## WHAT IS BEING ASKED:
Give the data again exactly, from its opening line through the line in which "Write the network" appears.

[[ RECORDED INFORMATION open ]]

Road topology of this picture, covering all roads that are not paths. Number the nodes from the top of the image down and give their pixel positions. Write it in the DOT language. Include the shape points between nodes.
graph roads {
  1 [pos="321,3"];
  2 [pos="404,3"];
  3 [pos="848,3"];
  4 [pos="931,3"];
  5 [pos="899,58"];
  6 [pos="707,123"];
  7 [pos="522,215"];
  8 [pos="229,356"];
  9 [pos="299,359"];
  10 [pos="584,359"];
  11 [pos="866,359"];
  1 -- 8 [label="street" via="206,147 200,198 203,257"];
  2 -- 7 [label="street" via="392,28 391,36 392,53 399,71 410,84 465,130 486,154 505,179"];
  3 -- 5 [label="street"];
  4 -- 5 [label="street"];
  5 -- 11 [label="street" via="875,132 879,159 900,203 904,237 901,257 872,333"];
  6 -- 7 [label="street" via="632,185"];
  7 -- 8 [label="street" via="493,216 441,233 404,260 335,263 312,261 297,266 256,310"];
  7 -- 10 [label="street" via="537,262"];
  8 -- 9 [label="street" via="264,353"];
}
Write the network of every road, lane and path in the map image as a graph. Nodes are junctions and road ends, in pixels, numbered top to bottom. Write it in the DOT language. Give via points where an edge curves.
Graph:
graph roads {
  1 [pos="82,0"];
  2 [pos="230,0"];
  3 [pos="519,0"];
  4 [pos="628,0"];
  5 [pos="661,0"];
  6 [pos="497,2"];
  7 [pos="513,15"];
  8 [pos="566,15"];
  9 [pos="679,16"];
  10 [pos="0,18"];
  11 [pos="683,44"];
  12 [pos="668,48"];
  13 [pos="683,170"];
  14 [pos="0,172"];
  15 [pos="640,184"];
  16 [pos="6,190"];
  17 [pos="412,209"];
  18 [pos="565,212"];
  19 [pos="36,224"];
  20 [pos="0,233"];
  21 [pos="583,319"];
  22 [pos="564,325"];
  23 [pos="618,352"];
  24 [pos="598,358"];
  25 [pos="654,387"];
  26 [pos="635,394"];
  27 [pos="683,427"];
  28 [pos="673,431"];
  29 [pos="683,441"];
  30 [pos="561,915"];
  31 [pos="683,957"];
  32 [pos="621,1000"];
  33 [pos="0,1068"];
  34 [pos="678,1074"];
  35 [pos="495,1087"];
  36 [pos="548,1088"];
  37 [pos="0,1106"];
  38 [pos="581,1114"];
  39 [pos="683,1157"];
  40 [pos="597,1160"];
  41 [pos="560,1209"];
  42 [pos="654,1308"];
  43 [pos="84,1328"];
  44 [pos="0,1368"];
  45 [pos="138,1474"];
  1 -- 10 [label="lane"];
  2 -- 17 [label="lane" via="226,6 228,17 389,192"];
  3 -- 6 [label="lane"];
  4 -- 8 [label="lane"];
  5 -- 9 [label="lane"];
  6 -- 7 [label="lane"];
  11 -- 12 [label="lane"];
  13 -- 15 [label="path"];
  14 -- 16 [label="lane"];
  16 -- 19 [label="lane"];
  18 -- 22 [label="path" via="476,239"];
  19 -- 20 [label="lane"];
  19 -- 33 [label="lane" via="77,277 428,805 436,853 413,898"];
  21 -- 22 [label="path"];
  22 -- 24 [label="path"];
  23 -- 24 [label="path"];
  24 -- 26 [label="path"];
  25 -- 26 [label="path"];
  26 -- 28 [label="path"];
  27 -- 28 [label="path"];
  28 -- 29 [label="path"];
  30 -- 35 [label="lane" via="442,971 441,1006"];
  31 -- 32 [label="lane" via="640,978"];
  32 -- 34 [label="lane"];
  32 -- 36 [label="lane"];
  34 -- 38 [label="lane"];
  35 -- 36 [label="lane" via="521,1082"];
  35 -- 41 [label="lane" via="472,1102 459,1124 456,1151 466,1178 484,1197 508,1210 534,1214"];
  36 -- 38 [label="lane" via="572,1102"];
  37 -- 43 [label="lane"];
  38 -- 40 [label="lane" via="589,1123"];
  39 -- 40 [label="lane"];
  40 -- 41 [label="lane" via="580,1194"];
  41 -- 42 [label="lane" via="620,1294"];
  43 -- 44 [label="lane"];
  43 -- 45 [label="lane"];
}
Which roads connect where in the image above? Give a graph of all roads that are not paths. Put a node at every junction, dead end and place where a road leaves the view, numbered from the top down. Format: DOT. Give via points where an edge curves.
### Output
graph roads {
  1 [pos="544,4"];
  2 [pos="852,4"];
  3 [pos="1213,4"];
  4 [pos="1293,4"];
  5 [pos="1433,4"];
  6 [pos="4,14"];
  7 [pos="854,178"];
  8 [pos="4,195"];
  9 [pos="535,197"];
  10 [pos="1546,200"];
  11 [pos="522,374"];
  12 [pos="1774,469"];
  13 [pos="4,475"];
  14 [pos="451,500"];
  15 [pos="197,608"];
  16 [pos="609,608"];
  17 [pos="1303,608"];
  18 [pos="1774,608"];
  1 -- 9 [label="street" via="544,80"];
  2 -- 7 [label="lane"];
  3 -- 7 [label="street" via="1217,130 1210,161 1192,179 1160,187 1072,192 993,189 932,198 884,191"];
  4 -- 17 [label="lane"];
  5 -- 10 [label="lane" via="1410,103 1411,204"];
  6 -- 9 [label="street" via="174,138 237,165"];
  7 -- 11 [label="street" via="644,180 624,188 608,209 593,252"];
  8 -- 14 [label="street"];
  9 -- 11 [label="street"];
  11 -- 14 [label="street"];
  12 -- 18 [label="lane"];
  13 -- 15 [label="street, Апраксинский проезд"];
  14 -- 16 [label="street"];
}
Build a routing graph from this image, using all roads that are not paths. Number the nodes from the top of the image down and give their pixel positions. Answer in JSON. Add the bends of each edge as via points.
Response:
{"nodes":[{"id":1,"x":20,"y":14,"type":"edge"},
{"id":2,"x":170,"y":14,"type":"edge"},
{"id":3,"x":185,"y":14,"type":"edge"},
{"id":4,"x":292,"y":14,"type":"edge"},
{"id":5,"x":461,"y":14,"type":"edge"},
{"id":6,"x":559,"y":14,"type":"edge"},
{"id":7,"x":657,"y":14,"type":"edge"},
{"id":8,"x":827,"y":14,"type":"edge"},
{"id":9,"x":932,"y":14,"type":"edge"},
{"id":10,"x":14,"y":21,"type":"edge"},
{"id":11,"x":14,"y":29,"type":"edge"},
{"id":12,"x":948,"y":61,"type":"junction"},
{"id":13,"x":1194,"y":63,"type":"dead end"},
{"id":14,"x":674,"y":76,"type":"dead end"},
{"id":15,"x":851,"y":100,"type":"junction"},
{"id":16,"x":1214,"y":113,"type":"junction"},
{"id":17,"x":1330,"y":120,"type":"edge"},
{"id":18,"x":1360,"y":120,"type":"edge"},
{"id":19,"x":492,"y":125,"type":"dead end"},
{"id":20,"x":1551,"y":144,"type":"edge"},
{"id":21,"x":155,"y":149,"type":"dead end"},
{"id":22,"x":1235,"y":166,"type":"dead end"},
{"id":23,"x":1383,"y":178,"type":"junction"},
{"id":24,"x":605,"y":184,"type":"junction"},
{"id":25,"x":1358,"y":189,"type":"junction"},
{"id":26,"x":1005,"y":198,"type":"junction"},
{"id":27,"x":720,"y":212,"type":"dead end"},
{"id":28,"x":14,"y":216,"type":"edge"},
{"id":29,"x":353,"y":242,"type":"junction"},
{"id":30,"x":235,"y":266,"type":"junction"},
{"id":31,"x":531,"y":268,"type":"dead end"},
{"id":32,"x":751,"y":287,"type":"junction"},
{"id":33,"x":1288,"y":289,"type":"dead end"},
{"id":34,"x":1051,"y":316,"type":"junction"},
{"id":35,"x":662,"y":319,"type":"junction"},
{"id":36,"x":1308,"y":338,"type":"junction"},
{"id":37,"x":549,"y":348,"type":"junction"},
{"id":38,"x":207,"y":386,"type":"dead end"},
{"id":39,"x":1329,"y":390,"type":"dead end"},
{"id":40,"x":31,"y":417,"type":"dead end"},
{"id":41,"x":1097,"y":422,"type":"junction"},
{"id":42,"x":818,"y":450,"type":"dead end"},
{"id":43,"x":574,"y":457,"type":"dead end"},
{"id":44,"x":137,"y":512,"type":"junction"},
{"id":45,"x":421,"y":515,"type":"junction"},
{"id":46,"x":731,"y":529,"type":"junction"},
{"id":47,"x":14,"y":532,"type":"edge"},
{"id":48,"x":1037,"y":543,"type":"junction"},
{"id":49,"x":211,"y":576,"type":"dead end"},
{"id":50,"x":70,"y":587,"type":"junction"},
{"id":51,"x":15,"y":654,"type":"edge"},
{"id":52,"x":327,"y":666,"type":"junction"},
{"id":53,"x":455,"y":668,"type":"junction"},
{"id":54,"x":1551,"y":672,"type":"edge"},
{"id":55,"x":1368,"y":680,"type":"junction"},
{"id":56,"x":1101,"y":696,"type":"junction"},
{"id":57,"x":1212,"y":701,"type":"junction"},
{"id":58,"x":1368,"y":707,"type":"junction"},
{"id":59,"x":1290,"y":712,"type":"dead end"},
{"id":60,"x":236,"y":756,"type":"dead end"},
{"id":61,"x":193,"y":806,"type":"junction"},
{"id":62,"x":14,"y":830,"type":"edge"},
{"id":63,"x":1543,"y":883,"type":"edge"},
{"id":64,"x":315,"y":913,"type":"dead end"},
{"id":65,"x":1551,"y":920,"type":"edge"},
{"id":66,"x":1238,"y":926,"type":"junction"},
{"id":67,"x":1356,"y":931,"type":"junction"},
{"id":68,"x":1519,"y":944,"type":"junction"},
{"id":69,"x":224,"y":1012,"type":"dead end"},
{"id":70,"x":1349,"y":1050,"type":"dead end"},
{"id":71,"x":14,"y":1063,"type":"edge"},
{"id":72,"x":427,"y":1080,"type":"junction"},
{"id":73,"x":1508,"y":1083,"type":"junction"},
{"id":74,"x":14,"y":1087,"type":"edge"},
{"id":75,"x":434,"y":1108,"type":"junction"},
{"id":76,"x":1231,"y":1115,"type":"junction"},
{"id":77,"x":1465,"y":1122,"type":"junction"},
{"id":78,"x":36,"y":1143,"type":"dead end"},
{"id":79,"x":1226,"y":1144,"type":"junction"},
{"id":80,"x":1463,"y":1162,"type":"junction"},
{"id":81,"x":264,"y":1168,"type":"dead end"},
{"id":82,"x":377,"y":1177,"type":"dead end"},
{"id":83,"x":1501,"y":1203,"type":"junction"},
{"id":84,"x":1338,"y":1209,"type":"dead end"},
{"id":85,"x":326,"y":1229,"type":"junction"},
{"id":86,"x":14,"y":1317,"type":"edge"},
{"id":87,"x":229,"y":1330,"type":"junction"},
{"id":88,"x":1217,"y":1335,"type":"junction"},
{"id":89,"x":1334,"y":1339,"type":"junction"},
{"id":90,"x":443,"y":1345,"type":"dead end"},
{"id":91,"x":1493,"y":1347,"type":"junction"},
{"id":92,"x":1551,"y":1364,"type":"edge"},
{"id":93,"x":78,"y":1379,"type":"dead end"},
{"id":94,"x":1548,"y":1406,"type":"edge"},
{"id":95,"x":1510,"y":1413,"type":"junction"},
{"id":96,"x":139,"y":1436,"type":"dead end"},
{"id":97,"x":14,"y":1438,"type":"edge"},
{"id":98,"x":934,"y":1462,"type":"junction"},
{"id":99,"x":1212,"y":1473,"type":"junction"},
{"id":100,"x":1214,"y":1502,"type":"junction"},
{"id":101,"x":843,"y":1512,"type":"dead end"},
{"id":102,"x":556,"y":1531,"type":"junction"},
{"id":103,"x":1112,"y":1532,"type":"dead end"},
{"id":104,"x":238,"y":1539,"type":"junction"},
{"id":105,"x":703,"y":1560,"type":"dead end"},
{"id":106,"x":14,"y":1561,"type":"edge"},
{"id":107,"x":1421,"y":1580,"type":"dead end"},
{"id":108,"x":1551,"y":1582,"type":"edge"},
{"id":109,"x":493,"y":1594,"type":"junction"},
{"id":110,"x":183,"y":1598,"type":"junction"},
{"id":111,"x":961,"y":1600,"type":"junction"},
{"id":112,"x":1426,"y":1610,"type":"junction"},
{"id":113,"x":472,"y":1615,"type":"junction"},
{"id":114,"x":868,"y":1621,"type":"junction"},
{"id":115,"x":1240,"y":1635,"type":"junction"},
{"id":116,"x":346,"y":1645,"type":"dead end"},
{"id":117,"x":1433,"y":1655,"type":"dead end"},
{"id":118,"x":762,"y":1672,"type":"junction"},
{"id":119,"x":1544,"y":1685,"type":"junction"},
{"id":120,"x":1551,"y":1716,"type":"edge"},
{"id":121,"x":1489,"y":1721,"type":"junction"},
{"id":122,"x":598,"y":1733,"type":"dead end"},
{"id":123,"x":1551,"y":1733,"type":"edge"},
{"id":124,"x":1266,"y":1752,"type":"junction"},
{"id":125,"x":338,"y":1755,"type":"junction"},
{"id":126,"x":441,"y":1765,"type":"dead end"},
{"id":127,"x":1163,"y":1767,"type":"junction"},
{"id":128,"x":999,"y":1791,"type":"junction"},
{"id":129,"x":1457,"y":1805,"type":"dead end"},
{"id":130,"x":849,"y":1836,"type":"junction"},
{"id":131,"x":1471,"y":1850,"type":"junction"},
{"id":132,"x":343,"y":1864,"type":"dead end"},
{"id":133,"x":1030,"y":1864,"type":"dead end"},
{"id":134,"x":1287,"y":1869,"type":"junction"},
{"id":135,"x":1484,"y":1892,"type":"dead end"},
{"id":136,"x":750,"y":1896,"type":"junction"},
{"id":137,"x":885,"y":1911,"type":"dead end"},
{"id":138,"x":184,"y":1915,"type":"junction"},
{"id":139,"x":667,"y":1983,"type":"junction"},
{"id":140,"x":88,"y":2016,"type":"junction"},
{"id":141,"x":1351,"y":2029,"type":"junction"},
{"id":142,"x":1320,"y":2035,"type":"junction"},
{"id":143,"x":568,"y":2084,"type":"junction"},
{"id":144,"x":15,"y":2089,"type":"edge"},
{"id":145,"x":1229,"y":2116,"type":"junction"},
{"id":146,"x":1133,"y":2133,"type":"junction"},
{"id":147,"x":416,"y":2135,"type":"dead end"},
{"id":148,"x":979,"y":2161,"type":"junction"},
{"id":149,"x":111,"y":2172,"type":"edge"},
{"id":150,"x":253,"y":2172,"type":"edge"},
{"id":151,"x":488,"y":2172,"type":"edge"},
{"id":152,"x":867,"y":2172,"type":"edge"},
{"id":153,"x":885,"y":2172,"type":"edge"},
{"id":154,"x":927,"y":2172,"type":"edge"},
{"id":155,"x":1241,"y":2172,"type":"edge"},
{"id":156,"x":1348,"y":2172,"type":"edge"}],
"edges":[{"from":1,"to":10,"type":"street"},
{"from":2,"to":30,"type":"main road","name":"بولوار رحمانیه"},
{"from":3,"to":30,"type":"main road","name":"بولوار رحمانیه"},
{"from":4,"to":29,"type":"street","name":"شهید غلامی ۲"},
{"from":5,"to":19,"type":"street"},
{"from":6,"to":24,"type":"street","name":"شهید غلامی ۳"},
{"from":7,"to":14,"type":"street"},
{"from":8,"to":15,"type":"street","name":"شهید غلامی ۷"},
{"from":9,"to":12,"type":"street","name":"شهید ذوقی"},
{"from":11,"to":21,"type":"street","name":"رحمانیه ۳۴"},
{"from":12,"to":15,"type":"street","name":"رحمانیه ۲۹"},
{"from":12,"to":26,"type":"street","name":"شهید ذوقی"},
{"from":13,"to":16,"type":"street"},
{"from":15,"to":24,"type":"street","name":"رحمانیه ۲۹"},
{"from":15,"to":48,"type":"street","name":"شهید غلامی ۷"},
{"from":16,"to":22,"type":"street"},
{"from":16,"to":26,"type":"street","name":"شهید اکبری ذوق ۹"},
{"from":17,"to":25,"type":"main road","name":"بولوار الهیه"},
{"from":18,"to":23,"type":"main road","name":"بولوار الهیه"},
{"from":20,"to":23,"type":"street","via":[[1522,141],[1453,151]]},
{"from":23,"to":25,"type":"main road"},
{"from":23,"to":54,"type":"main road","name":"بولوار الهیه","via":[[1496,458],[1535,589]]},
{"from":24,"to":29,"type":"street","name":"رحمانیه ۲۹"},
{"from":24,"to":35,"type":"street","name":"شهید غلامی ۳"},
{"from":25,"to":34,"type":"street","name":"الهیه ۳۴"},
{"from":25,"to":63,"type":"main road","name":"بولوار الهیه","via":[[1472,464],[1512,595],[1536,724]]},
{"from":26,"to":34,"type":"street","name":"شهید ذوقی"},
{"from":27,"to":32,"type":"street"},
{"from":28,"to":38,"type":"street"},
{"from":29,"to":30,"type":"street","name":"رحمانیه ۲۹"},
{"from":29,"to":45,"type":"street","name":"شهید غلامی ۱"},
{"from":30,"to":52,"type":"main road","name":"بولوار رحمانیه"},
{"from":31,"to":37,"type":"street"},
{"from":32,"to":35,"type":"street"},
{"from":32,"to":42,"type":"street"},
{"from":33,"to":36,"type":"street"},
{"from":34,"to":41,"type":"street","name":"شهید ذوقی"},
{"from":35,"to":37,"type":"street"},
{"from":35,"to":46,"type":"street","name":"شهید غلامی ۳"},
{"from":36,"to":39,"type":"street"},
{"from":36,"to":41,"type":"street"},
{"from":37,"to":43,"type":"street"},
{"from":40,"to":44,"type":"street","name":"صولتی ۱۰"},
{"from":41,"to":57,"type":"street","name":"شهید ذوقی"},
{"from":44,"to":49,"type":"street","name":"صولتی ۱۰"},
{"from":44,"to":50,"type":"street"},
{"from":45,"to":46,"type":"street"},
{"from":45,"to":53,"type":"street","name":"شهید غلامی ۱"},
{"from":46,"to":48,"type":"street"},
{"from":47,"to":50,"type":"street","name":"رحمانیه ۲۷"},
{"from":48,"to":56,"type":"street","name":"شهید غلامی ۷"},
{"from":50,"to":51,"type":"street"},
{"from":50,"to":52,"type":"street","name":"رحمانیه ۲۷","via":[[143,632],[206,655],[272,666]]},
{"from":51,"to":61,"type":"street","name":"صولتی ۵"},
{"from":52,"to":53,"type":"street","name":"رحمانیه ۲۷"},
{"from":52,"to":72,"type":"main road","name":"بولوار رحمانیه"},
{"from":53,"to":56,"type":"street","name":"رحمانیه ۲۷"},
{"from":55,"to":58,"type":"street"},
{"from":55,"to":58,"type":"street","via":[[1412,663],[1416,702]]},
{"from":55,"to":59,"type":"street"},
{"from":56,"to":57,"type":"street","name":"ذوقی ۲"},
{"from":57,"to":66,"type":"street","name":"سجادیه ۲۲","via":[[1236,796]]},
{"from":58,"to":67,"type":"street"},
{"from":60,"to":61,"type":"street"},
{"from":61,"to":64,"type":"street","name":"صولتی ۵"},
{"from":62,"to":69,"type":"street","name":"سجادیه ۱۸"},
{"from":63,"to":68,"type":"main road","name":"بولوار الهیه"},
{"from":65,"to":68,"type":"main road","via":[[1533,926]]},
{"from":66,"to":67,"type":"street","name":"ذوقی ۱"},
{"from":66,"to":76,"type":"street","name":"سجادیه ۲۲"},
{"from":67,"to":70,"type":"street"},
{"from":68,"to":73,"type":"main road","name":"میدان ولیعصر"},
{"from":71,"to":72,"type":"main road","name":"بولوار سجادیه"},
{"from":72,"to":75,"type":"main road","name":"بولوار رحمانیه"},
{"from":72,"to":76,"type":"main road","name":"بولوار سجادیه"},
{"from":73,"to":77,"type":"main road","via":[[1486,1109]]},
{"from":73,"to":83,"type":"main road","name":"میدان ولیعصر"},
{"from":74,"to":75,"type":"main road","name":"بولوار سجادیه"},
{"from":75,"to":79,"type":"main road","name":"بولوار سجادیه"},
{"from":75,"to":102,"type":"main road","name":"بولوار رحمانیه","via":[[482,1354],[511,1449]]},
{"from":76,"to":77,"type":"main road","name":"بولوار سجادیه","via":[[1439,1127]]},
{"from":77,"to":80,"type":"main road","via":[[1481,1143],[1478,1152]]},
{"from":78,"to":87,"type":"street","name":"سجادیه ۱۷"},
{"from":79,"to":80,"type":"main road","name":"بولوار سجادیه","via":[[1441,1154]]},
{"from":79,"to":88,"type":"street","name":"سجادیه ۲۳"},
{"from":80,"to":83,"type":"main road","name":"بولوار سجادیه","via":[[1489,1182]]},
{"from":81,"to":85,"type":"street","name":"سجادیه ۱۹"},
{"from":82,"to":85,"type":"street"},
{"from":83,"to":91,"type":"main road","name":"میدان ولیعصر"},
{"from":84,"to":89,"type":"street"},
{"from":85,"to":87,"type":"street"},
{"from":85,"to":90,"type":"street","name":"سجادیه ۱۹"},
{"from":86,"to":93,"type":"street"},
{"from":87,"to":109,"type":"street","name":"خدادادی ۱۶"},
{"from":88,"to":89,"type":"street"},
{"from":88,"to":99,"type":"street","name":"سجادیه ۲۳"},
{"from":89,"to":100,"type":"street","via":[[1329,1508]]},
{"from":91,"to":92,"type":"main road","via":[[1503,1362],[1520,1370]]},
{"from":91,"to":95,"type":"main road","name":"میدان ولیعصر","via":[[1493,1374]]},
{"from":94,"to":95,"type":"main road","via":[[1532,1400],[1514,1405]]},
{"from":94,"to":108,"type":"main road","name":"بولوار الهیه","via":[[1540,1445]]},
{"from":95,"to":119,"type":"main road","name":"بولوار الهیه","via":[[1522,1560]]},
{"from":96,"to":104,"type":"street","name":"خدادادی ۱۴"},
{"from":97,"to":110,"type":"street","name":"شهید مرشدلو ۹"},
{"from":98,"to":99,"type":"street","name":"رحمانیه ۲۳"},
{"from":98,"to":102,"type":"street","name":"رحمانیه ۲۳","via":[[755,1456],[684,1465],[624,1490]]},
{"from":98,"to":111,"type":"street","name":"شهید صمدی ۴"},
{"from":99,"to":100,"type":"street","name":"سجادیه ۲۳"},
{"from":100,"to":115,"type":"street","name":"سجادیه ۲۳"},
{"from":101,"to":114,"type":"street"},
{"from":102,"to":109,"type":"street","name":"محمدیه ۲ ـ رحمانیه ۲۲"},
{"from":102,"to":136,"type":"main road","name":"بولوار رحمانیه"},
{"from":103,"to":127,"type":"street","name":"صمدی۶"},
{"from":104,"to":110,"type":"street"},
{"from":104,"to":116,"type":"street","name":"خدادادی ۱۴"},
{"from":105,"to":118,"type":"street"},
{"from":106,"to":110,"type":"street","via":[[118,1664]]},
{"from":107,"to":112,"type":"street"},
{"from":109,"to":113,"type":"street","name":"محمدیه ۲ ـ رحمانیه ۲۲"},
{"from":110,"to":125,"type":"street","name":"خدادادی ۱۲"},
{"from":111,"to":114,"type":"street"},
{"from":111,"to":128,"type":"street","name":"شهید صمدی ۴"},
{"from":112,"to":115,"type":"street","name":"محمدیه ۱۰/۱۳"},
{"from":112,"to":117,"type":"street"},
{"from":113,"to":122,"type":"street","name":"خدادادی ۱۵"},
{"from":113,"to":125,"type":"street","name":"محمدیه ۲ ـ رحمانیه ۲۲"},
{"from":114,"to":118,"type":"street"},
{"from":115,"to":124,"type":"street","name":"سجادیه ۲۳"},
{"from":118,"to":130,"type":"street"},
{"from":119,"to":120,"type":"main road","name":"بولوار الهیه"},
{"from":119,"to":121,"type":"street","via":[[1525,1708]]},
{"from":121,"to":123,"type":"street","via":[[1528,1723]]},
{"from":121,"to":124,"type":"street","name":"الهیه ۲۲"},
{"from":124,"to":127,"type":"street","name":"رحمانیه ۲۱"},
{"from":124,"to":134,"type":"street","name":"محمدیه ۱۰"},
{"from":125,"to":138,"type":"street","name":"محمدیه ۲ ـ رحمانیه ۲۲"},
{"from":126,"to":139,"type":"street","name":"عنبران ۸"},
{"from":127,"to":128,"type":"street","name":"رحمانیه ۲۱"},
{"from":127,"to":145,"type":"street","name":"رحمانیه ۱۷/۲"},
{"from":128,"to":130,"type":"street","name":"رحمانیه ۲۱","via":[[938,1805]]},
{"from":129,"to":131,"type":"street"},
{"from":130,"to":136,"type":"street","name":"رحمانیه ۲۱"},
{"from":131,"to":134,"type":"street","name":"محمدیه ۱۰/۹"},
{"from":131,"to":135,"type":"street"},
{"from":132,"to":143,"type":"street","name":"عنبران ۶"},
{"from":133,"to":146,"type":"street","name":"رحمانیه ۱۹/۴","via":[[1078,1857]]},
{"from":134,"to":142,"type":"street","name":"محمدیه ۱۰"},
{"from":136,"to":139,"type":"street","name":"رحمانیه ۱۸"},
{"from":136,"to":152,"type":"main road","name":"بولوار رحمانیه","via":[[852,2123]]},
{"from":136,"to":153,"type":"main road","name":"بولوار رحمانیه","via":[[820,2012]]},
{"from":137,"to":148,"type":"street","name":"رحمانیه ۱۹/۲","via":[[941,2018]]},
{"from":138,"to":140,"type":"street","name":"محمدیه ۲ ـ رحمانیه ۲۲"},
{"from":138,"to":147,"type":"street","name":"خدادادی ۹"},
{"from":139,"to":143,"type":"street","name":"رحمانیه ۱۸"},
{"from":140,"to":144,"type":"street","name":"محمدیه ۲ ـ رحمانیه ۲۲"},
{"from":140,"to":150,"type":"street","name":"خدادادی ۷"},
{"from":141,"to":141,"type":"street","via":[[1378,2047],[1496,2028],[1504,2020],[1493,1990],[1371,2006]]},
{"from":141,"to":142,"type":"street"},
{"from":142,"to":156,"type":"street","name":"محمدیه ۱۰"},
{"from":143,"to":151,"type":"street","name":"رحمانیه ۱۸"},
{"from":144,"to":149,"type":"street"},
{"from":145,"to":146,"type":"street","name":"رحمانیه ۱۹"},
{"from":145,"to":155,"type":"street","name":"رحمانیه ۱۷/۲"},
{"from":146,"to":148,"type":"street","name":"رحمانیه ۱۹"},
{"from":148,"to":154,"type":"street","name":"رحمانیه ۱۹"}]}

[[ RECORDED INFORMATION closed ]]

## TASK ANSWER:
Road topology of this picture, covering all roads that are not paths. Number the nodes from the top of the image down and give their pixel positions. Write it in the DOT language. Include the shape points between nodes.
graph roads {
  1 [pos="321,3"];
  2 [pos="404,3"];
  3 [pos="848,3"];
  4 [pos="931,3"];
  5 [pos="899,58"];
  6 [pos="707,123"];
  7 [pos="522,215"];
  8 [pos="229,356"];
  9 [pos="299,359"];
  10 [pos="584,359"];
  11 [pos="866,359"];
  1 -- 8 [label="street" via="206,147 200,198 203,257"];
  2 -- 7 [label="street" via="392,28 391,36 392,53 399,71 410,84 465,130 486,154 505,179"];
  3 -- 5 [label="street"];
  4 -- 5 [label="street"];
  5 -- 11 [label="street" via="875,132 879,159 900,203 904,237 901,257 872,333"];
  6 -- 7 [label="street" via="632,185"];
  7 -- 8 [label="street" via="493,216 441,233 404,260 335,263 312,261 297,266 256,310"];
  7 -- 10 [label="street" via="537,262"];
  8 -- 9 [label="street" via="264,353"];
}
Write the network of every road, lane and path in the map image as a graph. Nodes are junctions and road ends, in pixels, numbered top to bottom. Write it in the DOT language. Give via points where an edge curves.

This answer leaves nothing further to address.